Optimizing Decisions, Advancing Impact: Dr. Haitao Li on the Future of Supply Chain Analytics
Optimizing Decisions, Advancing Impact: Dr. Haitao Li on the Future of Supply Chain Analytics

When Dr. Haitao Li talks about optimization, he isn’t thinking only in equations. He’s thinking about barges on the Mississippi, vertical farms on city rooftops, and sensors tracking food safety across a continent. 

A professor and chair of Supply Chain & Analytics at the University of Missouri-St. Louis, and founder of the university’s Laboratory of Advanced Supply Chain Analytics (LASCA), Li focuses on how data and decision science translate into practical systems that shape how goods move, industries operate, and communities thrive. He is also the author of the 2023 book Optimization Modeling for Supply Chain Applications, published by World Scientific.

Li’s research has been supported by the National Science Foundation, the U.S. Army Research Office, the U.S. Department of Transportation, and several industry partners including Ameren, Express Scripts, HP Labs, and Cass Information Systems. He also holds multiple patents and has an extensive publication record across supply chain optimization, analytics, and decision science.

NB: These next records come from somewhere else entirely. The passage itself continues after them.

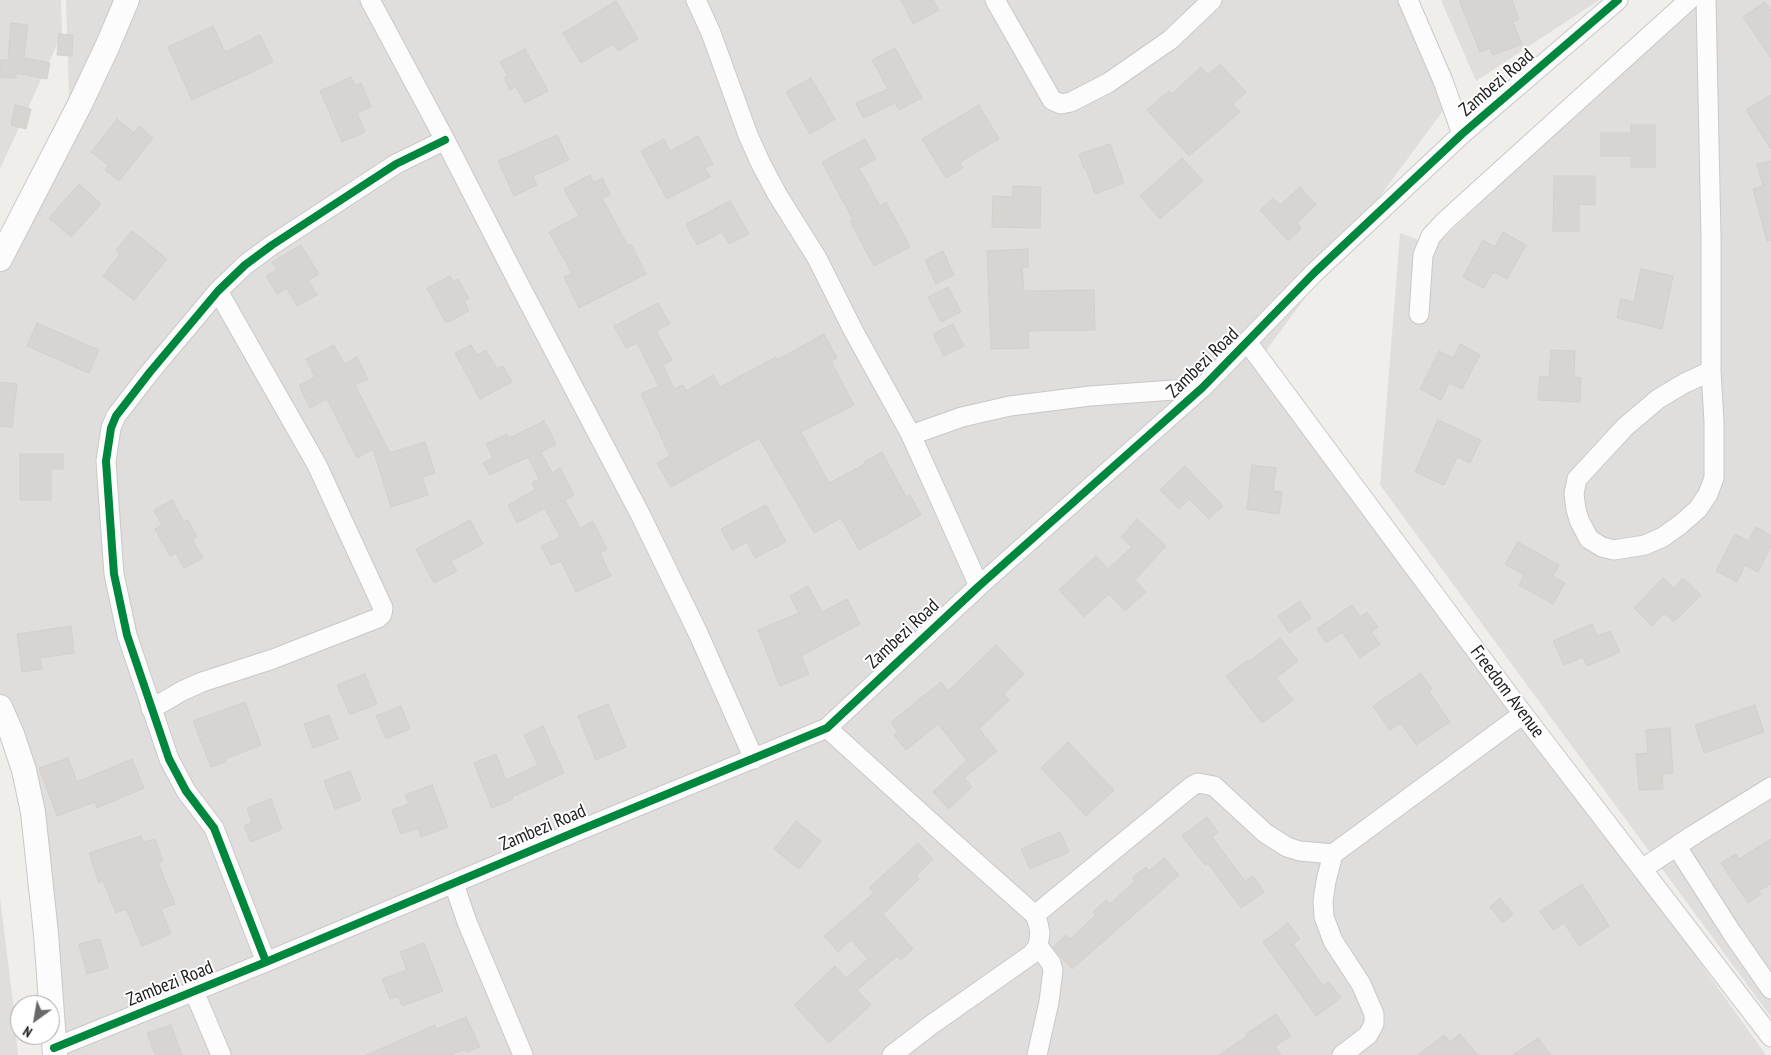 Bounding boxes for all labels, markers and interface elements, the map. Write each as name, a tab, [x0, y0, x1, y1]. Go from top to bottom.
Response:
street label: Zambezi Road	[1455, 44, 1539, 122]
street label: Zambezi Road	[1162, 323, 1244, 403]
street label: Zambezi Road	[862, 595, 944, 673]
street label: Freedom Avenue	[1465, 641, 1549, 743]
street label: Zambezi Road	[497, 800, 589, 856]
street label: Zambezi Road	[123, 956, 217, 1012]
north arrow	[10, 995, 60, 1045]
text: N	[20, 1022, 36, 1042] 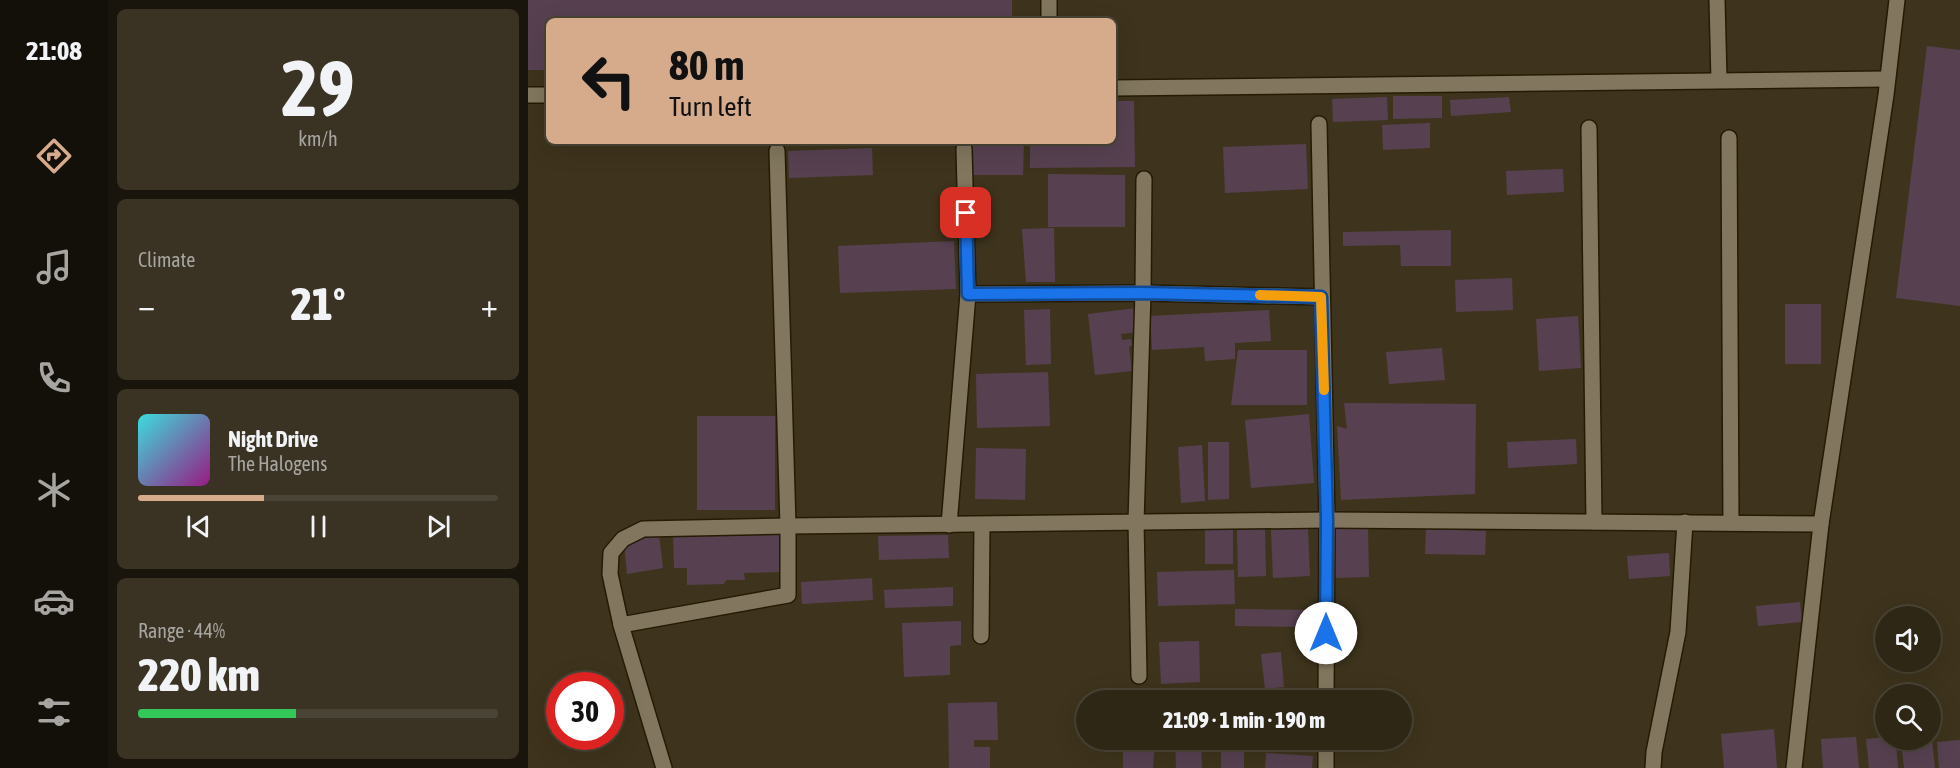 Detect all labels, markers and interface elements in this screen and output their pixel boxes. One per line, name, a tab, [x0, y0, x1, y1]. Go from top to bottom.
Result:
text: 21:08	[26, 35, 82, 66]
text: 80 m	[669, 41, 744, 89]
icon: left	[570, 42, 648, 120]
text: 29	[281, 43, 355, 133]
text: Turn left	[669, 91, 752, 122]
text: km/h	[298, 127, 338, 150]
icon: directions	[33, 135, 75, 177]
pin	[940, 187, 991, 238]
icon: arrive	[949, 196, 982, 229]
icon: music	[33, 246, 75, 288]
text: Climate	[138, 248, 195, 271]
text: 21°	[291, 278, 345, 330]
text: −	[138, 286, 155, 324]
text: +	[481, 286, 498, 324]
icon: phone	[33, 357, 75, 399]
text: Night Drive	[228, 426, 318, 452]
text: The Halogens	[228, 452, 327, 475]
icon: climate	[33, 469, 75, 511]
icon: previous	[182, 510, 215, 543]
icon: pause	[302, 510, 335, 543]
icon: next	[422, 510, 455, 543]
icon: car	[33, 580, 75, 622]
position arrow	[1294, 601, 1358, 665]
map controls	[1875, 606, 1941, 750]
button: sound	[1875, 606, 1941, 672]
text: Range · 44%	[138, 619, 225, 642]
text: 220 km	[138, 649, 260, 701]
speed limit sign: 30	[546, 672, 624, 750]
button: search	[1875, 684, 1941, 750]
icon: filters	[33, 691, 75, 733]
text: 21:09 · 1 min · 190 m	[1163, 707, 1325, 733] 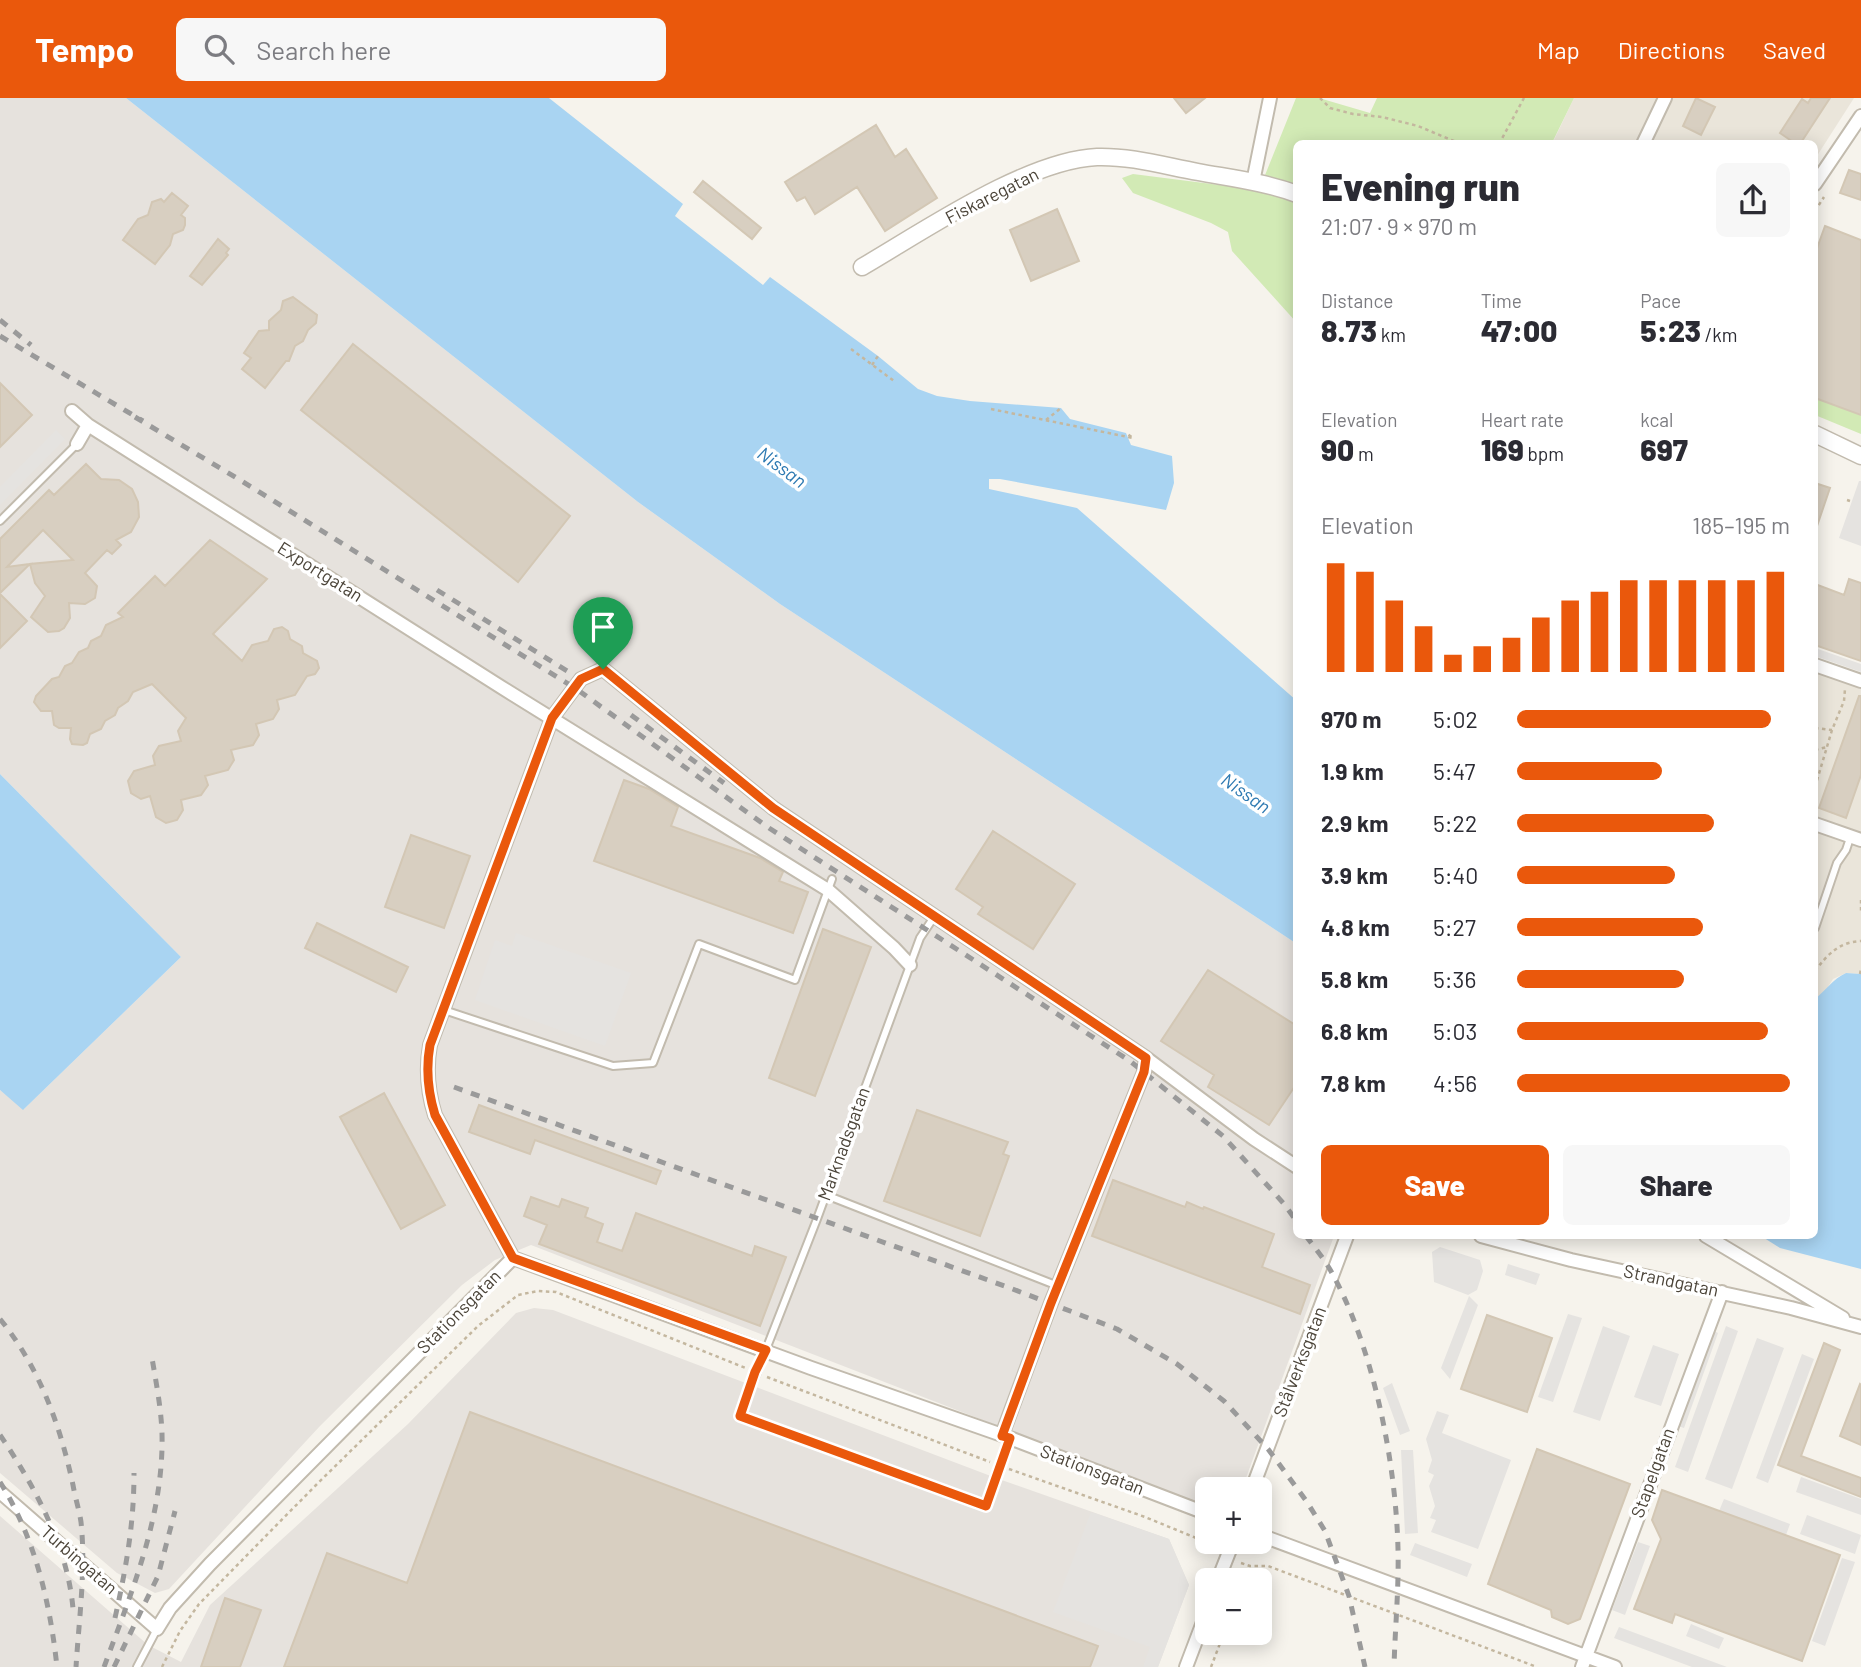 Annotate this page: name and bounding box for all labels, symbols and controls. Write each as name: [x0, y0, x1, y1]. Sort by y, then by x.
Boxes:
search box: [176, 18, 666, 81]
text: Tempo: [35, 29, 134, 69]
icon: search: [200, 30, 238, 68]
text: Search here: [256, 34, 391, 65]
text: Map: [1537, 35, 1580, 64]
text: Directions: [1618, 35, 1725, 64]
text: Saved: [1763, 35, 1826, 64]
street label: Fiskaregatan: [941, 162, 1042, 228]
text: Evening run: [1321, 163, 1520, 209]
button: share: [1716, 163, 1790, 237]
text: 21:07 · 9 × 970 m: [1321, 212, 1477, 240]
text: Distance: [1321, 289, 1393, 312]
text: Time: [1481, 289, 1522, 312]
text: Pace: [1640, 289, 1681, 312]
text: 8.73: [1321, 312, 1377, 348]
text: 47:00: [1481, 312, 1557, 348]
text: 5:23: [1640, 312, 1701, 348]
text: km: [1377, 323, 1406, 346]
text: /km: [1701, 323, 1738, 346]
text: Elevation: [1321, 408, 1398, 431]
text: Heart rate: [1481, 408, 1564, 431]
text: kcal: [1640, 408, 1673, 431]
text: 90: [1321, 431, 1354, 467]
text: 169: [1481, 431, 1524, 467]
text: 697: [1640, 431, 1688, 467]
water label: Nissan: [753, 441, 811, 492]
text: m: [1354, 442, 1374, 465]
text: bpm: [1524, 442, 1564, 465]
text: Elevation: [1321, 511, 1414, 539]
text: 185–195 m: [1692, 511, 1790, 539]
street label: Exportgatan: [274, 536, 367, 606]
pin: [573, 597, 633, 669]
icon: arrive: [584, 608, 622, 646]
text: 970 m: [1321, 705, 1382, 733]
text: 5:02: [1433, 705, 1478, 733]
text: 1.9 km: [1321, 757, 1384, 785]
text: 5:47: [1433, 757, 1475, 785]
water label: Nissan: [1217, 767, 1275, 818]
text: 2.9 km: [1321, 809, 1388, 837]
text: 5:22: [1433, 809, 1477, 837]
text: 3.9 km: [1321, 861, 1388, 889]
text: 5:40: [1433, 861, 1478, 889]
text: 4.8 km: [1321, 913, 1390, 941]
text: 5:27: [1433, 913, 1476, 941]
text: 5.8 km: [1321, 965, 1388, 993]
text: 5:36: [1433, 965, 1476, 993]
text: 6.8 km: [1321, 1017, 1388, 1045]
text: 5:03: [1433, 1017, 1477, 1045]
text: 7.8 km: [1321, 1069, 1386, 1097]
text: 4:56: [1433, 1069, 1477, 1097]
street label: Marknadsgatan: [812, 1084, 874, 1203]
button: Save: [1321, 1145, 1549, 1225]
button: Share: [1563, 1145, 1790, 1225]
street label: Strandgatan: [1622, 1259, 1721, 1301]
street label: Stationsgatan: [412, 1265, 505, 1358]
street label: Stålverksgatan: [1268, 1303, 1330, 1420]
street label: Stapelgatan: [1626, 1425, 1678, 1521]
street label: Stationsgatan: [1037, 1439, 1148, 1499]
map controls: [1195, 1477, 1272, 1645]
button: +: [1195, 1477, 1272, 1554]
street label: Turbingatan: [37, 1520, 122, 1598]
button: −: [1195, 1568, 1272, 1645]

From Transportation to Vertical Farming

“Our focus is primarily on real-world relevant applications in the broad domain of supply chain, especially the use of optimization which is really my research focus” Li says.

Much of that work begins close to home. The St. Louis region, with its unique position at the confluence of two major rivers and six Class 1 railroads offers a living laboratory for transportation and logistics research. Li’s team studies how to increase the use of river transportation in combination with rail and trucking. 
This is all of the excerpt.